Jetsetters: For many, bouncing between cities and time zones is just a part of life between visiting family and traveling for work. ClockKit, a new framework for watchOS 2, delivers relevant information throughout the day, like flight information, in Compilations. These information summaries viewed through the watch face change change depending on the time of day but can be reviewed by turning the Digital Crown backwards and forwards. Developers now have the capability to design their own compilations.
Outdoor types: WatchConnectivity will now allow the WatchKit extension to transfer additional information between Apple Watch and its partner iPhone app saving precious battery life.

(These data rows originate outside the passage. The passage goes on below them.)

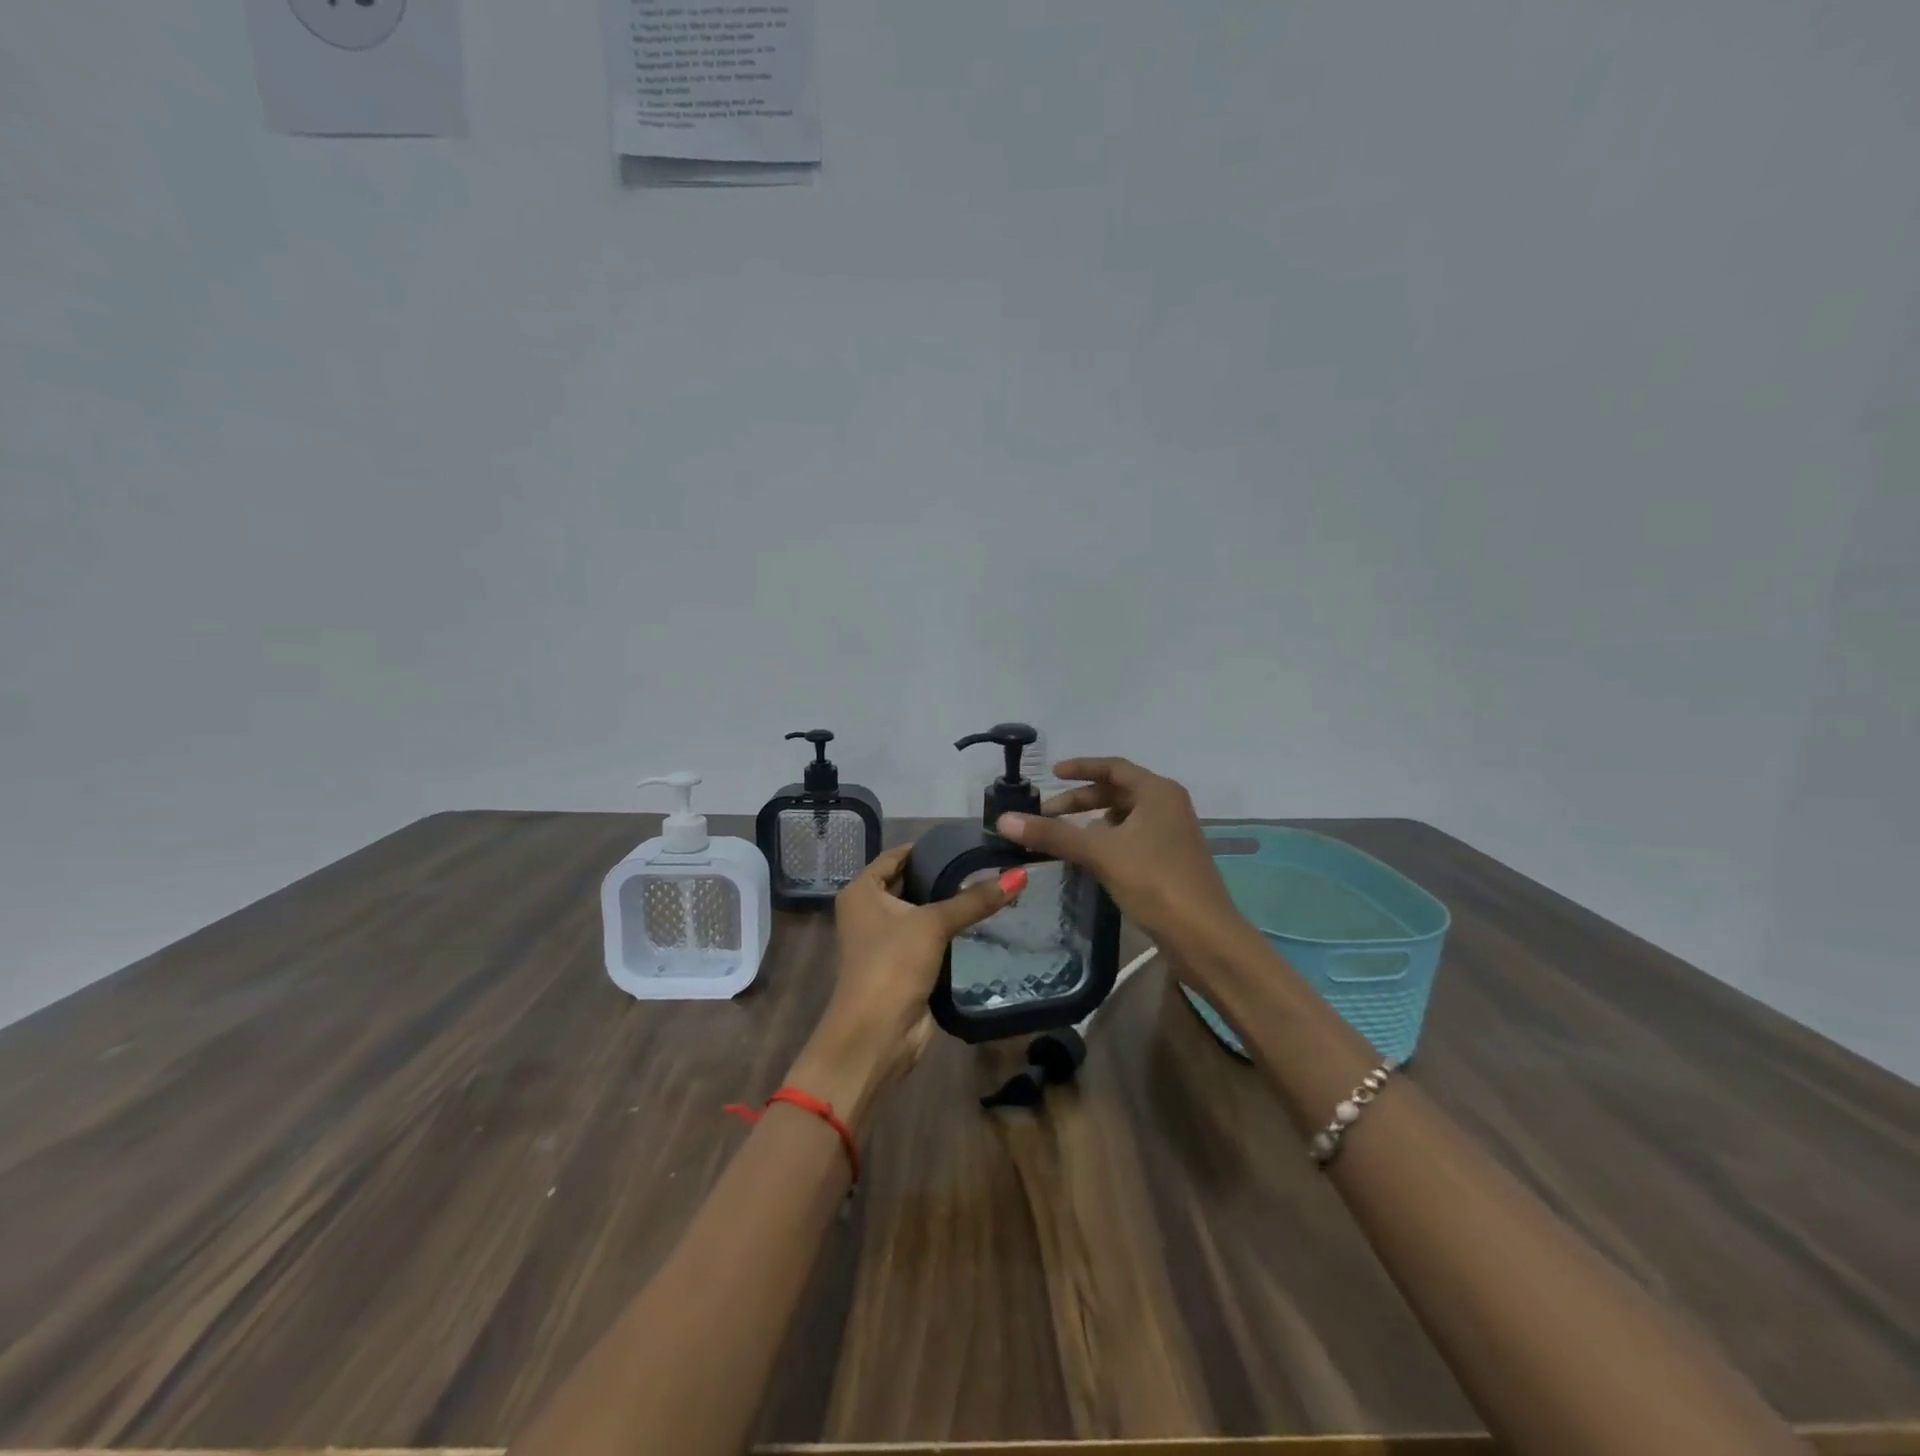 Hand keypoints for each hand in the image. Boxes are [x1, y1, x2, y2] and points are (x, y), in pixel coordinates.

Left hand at [787, 844, 1019, 1129]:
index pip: (896, 856)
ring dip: (949, 904)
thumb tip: (1019, 875)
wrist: (876, 1034)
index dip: (928, 847)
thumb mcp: (933, 924)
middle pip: (910, 882)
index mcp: (861, 891)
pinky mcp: (902, 964)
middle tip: (986, 862)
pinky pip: (928, 937)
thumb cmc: (892, 965)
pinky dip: (950, 930)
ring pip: (921, 912)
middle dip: (943, 875)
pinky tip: (982, 920)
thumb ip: (975, 900)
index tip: (966, 840)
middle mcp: (868, 910)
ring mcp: (884, 939)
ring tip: (991, 886)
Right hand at [995, 757, 1246, 961]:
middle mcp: (1168, 806)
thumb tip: (1004, 820)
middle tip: (1048, 814)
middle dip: (1081, 800)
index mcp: (1158, 792)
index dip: (1081, 768)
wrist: (1204, 937)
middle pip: (1117, 791)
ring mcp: (1172, 834)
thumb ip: (1053, 835)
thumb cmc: (1155, 882)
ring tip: (1063, 836)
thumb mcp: (1100, 853)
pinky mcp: (1170, 860)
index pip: (1113, 767)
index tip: (1051, 774)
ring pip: (1124, 817)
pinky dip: (1107, 840)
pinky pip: (1132, 838)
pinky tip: (1090, 858)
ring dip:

According to Apple’s WWDC 2015 watchOS 2 announcement, the company fundamentally “believe[s] in technology designed for the wrist,” and Apple Watch has “uses we can only begin to imagine.”
The next version of the software also includes support for Apple Pay, Maps and Siri.
Reactions from the MentorMate team: Chris Black, Senior Software Engineer
The new Time Travel feature allows you to use the Digital Crown to quickly view calendar events and other Complications at different times of the day.
Even more to get excited about
“Watch extensions will be able to run directly on the watch even when it’s not connected to the phone. This will significantly increase the usefulness of the watch and provide companies with more opportunities to build great apps.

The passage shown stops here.